O Fundo Monetário Internacional (FMI) anunciou a retomada de suas relações com a Venezuela, pondo fim a uma suspensão que vigorava desde 2019. Essa decisão representa um passo importante na normalização gradual das relações internacionais de Caracas, em um contexto político profundamente conturbado desde o início do ano.
A instituição, presidida por Kristalina Georgieva, indicou que agora reconhece as autoridades venezuelanas sob a liderança da presidente interina Delcy Rodríguez. Ela confirmou que o país recuperou sua representação no FMI e que os processos relacionados aos seus direitos dentro da organização estão sendo normalizados.

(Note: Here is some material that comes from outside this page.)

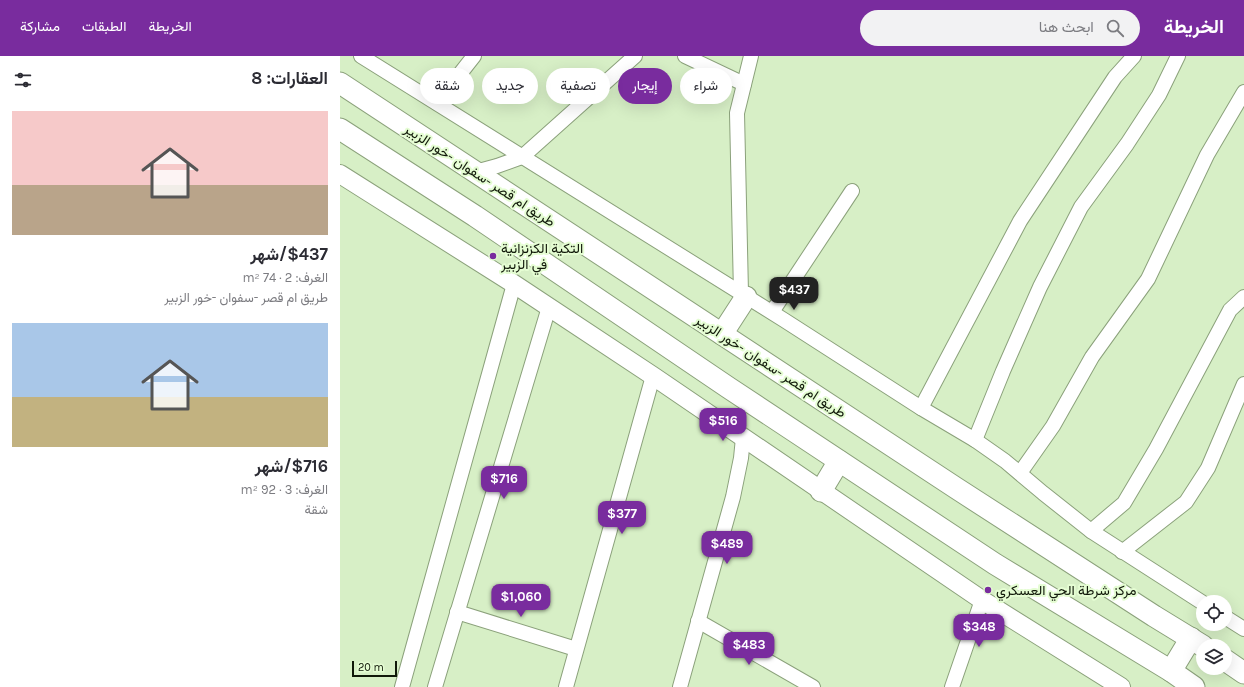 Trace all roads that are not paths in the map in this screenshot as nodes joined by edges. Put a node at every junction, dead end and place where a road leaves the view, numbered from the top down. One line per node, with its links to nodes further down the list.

Esse desenvolvimento ocorre após a captura do presidente Nicolás Maduro pelos Estados Unidos em uma operação militar em 3 de janeiro, que levou à instalação de um governo interino em Caracas. Desde então, as relações entre a Venezuela e diversos atores internacionais, incluindo Washington, melhoraram significativamente.
O restabelecimento das relações com o FMI poderia permitir que a Venezuela solicitasse apoio financeiro, visto que o país enfrenta uma prolongada crise econômica. Essa perspectiva é ainda mais significativa considerando que as relações entre Caracas e a instituição financeira estavam congeladas há vários anos devido a divergências sobre o reconhecimento do regime governante.
Após essa decisão, o Banco Mundial também poderá restabelecer suas relações com a Venezuela e considerar a abertura de novas linhas de crédito. Essa dinâmica faz parte de um movimento mais amplo para reintegrar o país aos sistemas financeiros internacionais após um longo período de isolamento.